One of the priorities for Florida House Speaker Will Weatherford and Senate President Don Gaetz this spring? Pension reform.
That once-sacred promise to workers is on the chopping block. The two Republican leaders want to enroll all state workers hired after Jan. 1, 2014, in 401(k)-style investment plans.
It’s a move bound to anger government employees, especially on the heels of last month’s Florida Supreme Court ruling requiring that state workers start contributing to their own retirement.
It’s also the only responsible path to follow. As Florida continues to dig out of the worst economic period since the Depression, lawmakers have to look for any way they can to cut costs. And that includes pensions.
No doubt this will be quite a battle, reaching far beyond the halls of government in Tallahassee. The Florida Retirement System covered about 623,000 people in 2012, but only about a quarter of them worked at state agencies or state-run universities or colleges. Almost half come from school districts, about 23 percent work for counties and the rest work for municipalities or special taxing districts. Miami-Dade and Broward counties are part of the FRS.

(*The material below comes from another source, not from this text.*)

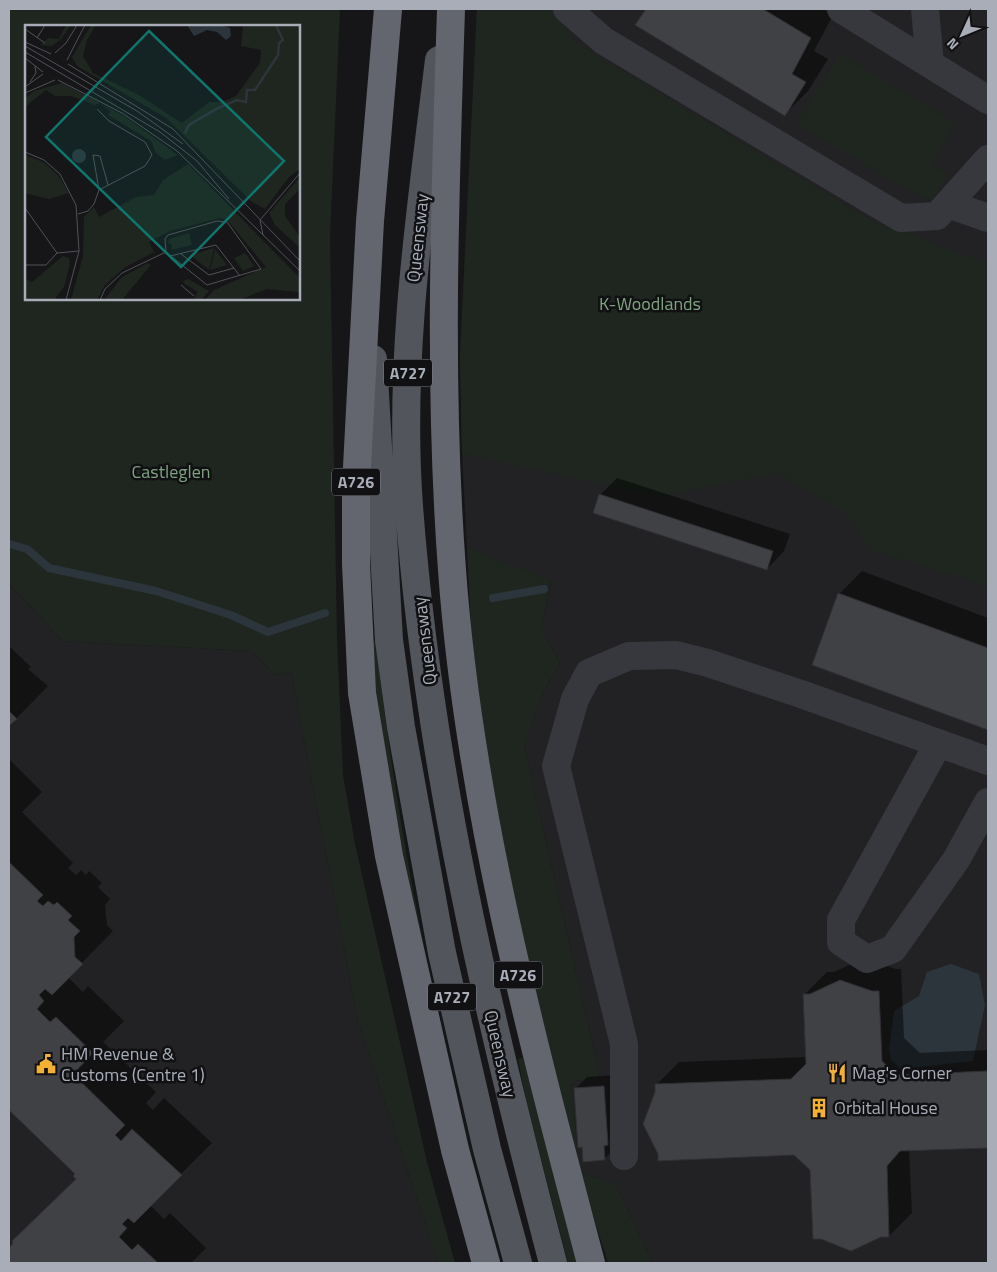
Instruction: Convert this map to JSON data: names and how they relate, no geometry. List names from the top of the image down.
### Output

Mr. Weatherford has called the $127-billion pension system a “ticking time bomb” that won’t be able to afford its obligations. Mr. Gaetz said it would be “morally wrong” to hold off on action and pass the problem to future legislators. Both say the time to make the change — and it is a major one — is now, before there’s a crisis and taxpayers have to pick up the tab to pay for the retirement of thousands of workers.
Pension proponents argue that Florida’s plan is solid, almost 87 percent funded as of 2012. True, but that’s dependent on maintaining similar levels of returns, which is unlikely. And other states such as Illinois have struggled to keep their pension plans afloat.
The Legislature began to tackle the problem in 2011. Pushed by Gov. Rick Scott, lawmakers approved a plan to require that state workers start contributing 3 percent of their pay toward their pensions, a requirement upheld by the Florida Supreme Court last month. Prior to this, state workers paid nothing toward their own retirement, in sharp contrast to the private sector, where pensions are rare and 401(k) plans — with substantial contributions by employees — have long been the rule.
Union leaders were upset about the 3 percent, saying it amounted to a pay cut and will make it harder to recruit and keep qualified professionals. Not likely. The decision puts Florida on par with 47 other states that require government workers to pay into their pensions. And it saves the state an estimated $861 million a year. That’s positive news for taxpayers.
Now lawmakers are trying to take a bigger step by ending the pension plan as an option for new employees. Those currently enrolled in the pension would remain in the plan, and that’s only fair.
A House panel, which unveiled the proposal Jan. 25, raised questions about the impact on taxpayers and incentives for workers to remain employed by the state. Those are good questions. Two studies on the impacts of the changes also must be completed before any decisions are made.
The thrust of the idea is undeniably in the right direction. Taxpayers can no longer afford such unsustainable benefits. And most workers coming from the private sector wouldn’t expect them. Many municipalities and counties are embarking on similar reforms.
Pension reform should be fair to workers — and taxpayers.